You would not serve it cold, in any event, as lamb fat is gross when cool. In The Complete Meat Cookbook, Bruce Aidells and Denis Kelly say that many chefs use warm platters and plates to ensure that lamb gets to diners while still hot. They even caution against serving ice water with lamb, as it can cause the fat to congeal in your mouth, "with unpleasant results."

You can certainly use leftover lamb in any of thousands of recipes for stew, curry, tagines, tacos, or anything with a sauce or gravy. But to roast a wonderful piece of meat and intentionally use it as one big leftover? Here we must put out little foot down. This is one case where you need to plan the timing of the meal around your main course or serve something else. Sorry.

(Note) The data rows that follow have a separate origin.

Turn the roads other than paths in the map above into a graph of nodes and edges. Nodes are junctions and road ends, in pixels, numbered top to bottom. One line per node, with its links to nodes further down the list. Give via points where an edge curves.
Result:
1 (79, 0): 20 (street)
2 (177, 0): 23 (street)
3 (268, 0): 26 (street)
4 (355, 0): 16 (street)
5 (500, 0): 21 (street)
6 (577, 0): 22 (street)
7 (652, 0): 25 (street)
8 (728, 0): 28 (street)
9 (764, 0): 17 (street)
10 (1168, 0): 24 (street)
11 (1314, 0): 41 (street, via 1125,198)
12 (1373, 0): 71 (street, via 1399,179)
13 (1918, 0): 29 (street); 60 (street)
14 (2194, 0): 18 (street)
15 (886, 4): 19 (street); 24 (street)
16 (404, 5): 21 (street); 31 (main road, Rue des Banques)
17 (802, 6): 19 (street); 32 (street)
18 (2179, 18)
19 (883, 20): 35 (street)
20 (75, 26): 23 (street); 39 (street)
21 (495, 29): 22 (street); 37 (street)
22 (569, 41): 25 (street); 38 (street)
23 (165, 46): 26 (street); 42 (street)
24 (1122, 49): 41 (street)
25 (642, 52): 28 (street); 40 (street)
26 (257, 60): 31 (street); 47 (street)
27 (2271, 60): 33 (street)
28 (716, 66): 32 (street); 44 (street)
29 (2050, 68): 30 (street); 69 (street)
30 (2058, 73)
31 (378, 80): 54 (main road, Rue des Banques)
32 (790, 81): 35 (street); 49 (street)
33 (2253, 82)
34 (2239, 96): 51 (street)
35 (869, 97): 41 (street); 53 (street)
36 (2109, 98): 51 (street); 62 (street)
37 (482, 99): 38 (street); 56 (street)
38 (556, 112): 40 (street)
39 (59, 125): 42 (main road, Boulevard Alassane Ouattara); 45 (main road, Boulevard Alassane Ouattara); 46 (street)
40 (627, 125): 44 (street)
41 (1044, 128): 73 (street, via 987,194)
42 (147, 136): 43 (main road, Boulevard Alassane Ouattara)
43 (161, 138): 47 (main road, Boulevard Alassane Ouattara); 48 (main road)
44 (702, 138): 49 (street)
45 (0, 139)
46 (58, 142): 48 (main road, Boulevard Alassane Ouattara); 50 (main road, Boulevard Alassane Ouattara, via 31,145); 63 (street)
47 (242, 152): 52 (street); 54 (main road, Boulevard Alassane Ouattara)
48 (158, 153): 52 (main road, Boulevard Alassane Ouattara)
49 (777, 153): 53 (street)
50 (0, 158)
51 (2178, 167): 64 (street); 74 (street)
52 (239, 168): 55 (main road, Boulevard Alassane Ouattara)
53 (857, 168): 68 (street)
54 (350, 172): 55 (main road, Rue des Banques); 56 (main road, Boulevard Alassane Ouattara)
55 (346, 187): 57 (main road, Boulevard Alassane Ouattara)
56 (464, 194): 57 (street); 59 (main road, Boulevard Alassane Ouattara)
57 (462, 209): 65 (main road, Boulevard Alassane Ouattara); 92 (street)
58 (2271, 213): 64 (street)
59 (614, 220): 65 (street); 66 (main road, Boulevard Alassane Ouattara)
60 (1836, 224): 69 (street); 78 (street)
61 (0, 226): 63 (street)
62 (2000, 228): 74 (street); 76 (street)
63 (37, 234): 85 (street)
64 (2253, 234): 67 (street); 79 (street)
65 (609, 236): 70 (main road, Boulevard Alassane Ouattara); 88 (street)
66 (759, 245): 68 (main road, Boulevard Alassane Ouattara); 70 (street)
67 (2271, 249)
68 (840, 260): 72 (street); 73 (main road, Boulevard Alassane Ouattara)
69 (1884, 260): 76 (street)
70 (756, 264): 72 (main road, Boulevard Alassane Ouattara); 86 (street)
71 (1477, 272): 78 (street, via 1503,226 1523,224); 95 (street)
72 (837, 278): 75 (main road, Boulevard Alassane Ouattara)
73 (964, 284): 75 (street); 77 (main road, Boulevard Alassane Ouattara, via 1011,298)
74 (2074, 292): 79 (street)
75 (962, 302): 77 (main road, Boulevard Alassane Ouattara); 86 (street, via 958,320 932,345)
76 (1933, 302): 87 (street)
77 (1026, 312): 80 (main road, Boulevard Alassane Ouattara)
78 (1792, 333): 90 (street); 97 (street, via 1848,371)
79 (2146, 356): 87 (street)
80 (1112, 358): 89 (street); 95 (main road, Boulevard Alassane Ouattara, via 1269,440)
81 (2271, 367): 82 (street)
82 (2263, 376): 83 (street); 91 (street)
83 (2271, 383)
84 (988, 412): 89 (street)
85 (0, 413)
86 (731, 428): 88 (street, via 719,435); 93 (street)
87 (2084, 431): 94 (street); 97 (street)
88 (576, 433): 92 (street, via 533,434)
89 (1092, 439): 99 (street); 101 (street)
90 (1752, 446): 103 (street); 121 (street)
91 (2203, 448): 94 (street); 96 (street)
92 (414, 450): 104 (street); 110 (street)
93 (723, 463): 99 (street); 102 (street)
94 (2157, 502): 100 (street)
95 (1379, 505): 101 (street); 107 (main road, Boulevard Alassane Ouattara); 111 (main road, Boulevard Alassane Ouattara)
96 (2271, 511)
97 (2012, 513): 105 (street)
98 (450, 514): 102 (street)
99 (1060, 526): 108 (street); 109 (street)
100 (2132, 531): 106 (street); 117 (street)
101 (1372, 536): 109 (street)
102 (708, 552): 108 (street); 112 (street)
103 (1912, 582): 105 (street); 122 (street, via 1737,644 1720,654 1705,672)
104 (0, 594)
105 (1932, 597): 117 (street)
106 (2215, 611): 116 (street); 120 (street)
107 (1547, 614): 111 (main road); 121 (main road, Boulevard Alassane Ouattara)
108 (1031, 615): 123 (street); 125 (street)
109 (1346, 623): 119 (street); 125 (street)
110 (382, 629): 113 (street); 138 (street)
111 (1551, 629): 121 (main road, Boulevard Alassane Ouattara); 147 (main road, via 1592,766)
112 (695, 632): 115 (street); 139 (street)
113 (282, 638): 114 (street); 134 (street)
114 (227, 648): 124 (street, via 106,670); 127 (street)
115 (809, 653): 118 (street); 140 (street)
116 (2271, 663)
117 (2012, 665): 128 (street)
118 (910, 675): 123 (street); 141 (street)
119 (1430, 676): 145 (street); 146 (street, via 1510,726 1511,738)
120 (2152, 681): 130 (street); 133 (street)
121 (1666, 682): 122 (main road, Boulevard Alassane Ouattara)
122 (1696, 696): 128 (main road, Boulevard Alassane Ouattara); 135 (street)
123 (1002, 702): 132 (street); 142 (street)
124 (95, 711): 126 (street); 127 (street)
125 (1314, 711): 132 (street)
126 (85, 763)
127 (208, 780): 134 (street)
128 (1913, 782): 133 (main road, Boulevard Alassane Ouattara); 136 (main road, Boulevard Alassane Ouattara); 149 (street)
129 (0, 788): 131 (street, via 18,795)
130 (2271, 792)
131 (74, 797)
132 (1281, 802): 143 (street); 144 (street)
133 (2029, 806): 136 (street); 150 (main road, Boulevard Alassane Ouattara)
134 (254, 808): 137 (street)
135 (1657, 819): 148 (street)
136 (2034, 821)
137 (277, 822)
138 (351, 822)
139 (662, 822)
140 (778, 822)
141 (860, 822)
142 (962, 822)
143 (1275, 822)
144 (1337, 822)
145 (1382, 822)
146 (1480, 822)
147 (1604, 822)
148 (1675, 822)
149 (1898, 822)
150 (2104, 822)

*Well, it makes them want to run screaming from your house. They are probably too polite to actually do so.

**For medium, keep cooking until 130°F to 140 °F; for medium-well, take the lamb out of the oven between 145°F and 155°F; and for well-done, play a round of golf, sip some lemonade, polish your shoes, maybe take in a basketball game, and if your tummy starts to rumble by this point, think about checking on that roast.